Todas as exposições de prémios artísticos são imperfeitas, assimétricas e injustas. As razões prendem-se não só com os processos de selecção de artistas, mas também com o facto de o acesso às obras seleccionadas ser sempre parcial: são fragmentos, ou amostras, de universos simbólicos, políticos e artísticos cuja dimensão e profundidade (ou a sua ausência) dificilmente se consegue compreender. Mas esta parece ser a condição de grande parte das colectivas de arte contemporânea, num museu, numa bienal ou noutro qualquer contexto. É condição resultante do facto do efeito procurado dizer mais respeito a uma ideia expositiva global, normalmente estranha e externa às obras individuais, do que à criação de condições de leitura e identificação das dinâmicas criativas que cada artista apresenta singularmente.
O Prémio Paulo Cunha Silva, na sua dimensão de exposição colectiva, ressente-se desses condicionalismos. A sua tarefa é identificar a partir de um esquema complexo de nomeação e selecção – João Laia, Julião Sarmento, Meg Stuart e Vicente Todolí identificaram um grupo de 16 curadores a quem pediram a selecção de três artistas; a partir dessa identificação de 48 nomes, 6 foram escolhidos para a exposição; um deles será premiado no dia 2 de Julho com 25 mil euros. É assim que trabalhos estranhos entre si e sem qualquer afinidade material ou conceptual são postos a conviver num mesmo espaço e tempo: Christine Sun Kim (USA), Jonathas de Andrade (Brasil), June Crespo (Espanha), Mariana Caló e Francisco Queimadela (Portugal), Naufus Ramírez Figueroa (Guatemala) e Olga Balem (Ucrãnia, a viver em Nova Iorque).
Para além de cumprir uma função de premiação e de memória do legado de Paulo Cunha e Silva, o elemento importante da exposição é ela oferecer um panorama pertinente das questões que no nosso tempo os artistas chamam a si. É desta forma que vemos juntarem-se questões sobre capacidades auditivas diferenciadas, o racismo, o corpo e a sua experiência enquanto objecto, a relação natureza-arte, a linguagem e a construção dos afectos ou a história do genocídio na Guatemala.
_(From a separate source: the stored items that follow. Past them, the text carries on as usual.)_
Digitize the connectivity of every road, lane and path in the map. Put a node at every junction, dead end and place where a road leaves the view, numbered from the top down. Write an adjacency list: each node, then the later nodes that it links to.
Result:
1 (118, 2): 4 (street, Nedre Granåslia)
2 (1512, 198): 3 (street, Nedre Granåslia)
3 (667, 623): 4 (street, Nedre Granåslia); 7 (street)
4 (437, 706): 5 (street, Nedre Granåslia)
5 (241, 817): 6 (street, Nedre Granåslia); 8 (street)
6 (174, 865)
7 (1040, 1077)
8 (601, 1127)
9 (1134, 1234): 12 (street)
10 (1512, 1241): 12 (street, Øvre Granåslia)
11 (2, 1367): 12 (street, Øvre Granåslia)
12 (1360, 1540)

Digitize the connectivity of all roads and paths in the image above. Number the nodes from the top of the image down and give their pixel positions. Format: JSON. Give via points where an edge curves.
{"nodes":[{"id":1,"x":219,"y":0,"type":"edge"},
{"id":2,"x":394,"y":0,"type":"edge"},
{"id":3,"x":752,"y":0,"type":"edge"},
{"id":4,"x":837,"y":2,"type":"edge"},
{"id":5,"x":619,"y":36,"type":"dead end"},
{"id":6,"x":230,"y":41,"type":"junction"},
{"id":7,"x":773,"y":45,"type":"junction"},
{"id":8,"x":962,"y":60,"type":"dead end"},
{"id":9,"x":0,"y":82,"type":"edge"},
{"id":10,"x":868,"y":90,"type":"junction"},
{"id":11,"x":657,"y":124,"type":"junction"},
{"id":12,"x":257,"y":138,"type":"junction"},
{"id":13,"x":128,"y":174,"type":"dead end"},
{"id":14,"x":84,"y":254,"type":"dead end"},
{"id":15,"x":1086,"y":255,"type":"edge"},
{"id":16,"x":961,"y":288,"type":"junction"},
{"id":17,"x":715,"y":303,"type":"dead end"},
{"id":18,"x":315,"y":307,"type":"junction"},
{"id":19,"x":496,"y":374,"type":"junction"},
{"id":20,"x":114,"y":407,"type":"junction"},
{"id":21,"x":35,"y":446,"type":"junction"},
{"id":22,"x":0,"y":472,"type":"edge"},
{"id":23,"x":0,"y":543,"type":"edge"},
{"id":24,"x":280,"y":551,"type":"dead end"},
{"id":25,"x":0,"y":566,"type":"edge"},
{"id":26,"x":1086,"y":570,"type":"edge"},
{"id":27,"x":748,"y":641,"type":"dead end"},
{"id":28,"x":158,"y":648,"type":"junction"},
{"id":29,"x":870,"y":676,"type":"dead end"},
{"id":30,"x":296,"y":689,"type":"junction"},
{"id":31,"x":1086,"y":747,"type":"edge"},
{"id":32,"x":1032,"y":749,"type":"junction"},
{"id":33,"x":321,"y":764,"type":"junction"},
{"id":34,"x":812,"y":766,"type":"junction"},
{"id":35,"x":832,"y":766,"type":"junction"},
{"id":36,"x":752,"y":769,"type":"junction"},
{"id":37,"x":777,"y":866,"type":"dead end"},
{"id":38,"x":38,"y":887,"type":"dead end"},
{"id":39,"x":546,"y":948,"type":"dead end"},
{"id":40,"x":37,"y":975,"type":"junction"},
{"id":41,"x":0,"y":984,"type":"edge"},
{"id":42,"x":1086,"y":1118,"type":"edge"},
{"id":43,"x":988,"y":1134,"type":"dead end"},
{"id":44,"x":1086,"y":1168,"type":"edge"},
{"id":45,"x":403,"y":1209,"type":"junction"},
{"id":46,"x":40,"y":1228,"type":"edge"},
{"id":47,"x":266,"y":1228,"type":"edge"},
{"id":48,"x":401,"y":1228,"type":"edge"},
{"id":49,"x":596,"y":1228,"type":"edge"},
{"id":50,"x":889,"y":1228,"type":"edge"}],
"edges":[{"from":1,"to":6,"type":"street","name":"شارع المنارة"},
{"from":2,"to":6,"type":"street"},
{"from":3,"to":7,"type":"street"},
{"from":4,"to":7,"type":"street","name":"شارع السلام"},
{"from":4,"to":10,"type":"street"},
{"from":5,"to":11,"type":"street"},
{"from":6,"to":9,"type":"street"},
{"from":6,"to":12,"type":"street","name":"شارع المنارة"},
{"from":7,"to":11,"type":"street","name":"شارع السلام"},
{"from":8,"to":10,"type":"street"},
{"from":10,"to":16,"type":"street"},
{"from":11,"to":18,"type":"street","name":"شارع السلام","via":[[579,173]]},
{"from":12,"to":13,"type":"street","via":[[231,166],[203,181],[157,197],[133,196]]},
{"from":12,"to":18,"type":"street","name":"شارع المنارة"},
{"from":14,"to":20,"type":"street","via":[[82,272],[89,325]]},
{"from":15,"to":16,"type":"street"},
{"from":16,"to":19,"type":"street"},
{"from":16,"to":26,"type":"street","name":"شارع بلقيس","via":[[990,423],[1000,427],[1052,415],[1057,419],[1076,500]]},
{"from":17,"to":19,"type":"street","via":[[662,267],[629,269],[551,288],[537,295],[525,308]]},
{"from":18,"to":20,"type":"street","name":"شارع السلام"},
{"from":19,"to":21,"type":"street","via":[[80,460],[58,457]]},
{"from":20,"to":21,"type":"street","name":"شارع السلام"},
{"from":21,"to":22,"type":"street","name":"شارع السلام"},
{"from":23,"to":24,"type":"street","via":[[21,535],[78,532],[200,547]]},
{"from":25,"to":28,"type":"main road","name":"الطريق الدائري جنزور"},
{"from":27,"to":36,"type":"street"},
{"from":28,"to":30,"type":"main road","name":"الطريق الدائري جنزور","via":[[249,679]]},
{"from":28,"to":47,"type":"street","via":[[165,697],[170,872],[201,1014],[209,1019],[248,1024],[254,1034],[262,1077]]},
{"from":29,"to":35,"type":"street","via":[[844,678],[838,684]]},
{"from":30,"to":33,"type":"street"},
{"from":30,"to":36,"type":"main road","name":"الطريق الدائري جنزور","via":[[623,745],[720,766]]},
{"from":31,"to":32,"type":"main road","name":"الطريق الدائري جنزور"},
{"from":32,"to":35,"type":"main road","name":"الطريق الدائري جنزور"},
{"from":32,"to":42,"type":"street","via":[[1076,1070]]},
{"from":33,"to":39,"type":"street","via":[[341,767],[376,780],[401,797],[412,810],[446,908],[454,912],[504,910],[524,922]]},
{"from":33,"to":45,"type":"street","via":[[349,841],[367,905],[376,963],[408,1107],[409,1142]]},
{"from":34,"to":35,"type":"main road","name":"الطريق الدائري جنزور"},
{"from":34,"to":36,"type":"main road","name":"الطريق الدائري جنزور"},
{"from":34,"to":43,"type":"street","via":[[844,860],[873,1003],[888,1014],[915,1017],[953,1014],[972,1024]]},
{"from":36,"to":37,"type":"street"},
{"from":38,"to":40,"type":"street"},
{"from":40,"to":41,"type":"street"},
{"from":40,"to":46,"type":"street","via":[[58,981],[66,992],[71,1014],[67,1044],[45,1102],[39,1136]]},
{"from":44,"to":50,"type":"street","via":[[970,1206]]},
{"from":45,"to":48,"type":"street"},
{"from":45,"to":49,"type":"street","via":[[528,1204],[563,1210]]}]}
Questões que levam a pesquisas conceptuais, formais e materiais impossíveis de juntar numa definição ou apresentação comum.
A tentativa parece ser a de fazer desta sala de exposições uma galeria do mundo, uma sala onde não se procuram afinidades formais ou materiais, nem tão pouco impor qualquer coerência dispositiva, mas colocar o visitante no centro da intensa proliferação das modalidades que, no nosso tempo, o fazer da arte possui. É inútil procurar temas comuns ou qualquer uniformidade material. É um tempo de dispersão e de proliferação e, neste sentido, uma exposição como esta não pode ser senão polifónica porque resulta da atenção dos artistas ao mundo. Um mundo tomado por um sentimento de urgência (na sua dimensão mais ampla, que vai do ambiente, aos direitos humanos, à diversidade de identidades, à necessidade da reflexão pós-colonial) a que os artistas tentam dar forma. A ausência de um denominador único que estabeleça similitudes formais entre obras e artistas (não há estilos, formas, ou materiais comuns) é compensada por essa necessidade em dar forma, voz, corpo, às urgências políticas que a todos assombram num mundo a beira do colapso. É uma urgência do mundo que não se pode deixar de atender. Fazer face a ela, a essa urgência, que é simultaneamente do mundo e da arte, tem diferentes traduções. Esta é uma exposição sobre o modo como diferentes indivíduos traduzem em imagens, gestos e objectos o mesmo sentimento. É uma exposição sobre a nossa própria contemporaneidade.
Claro que há obras melhores e piores, umas mais adequadas e outras menos. Mas decisivo é o facto de a exposição se pode assumir, nos seus aspectos de deriva e acaso a que está sujeita dado o processo de inclusão de obras e de artistas, como forte experiência da arte do nosso tempo.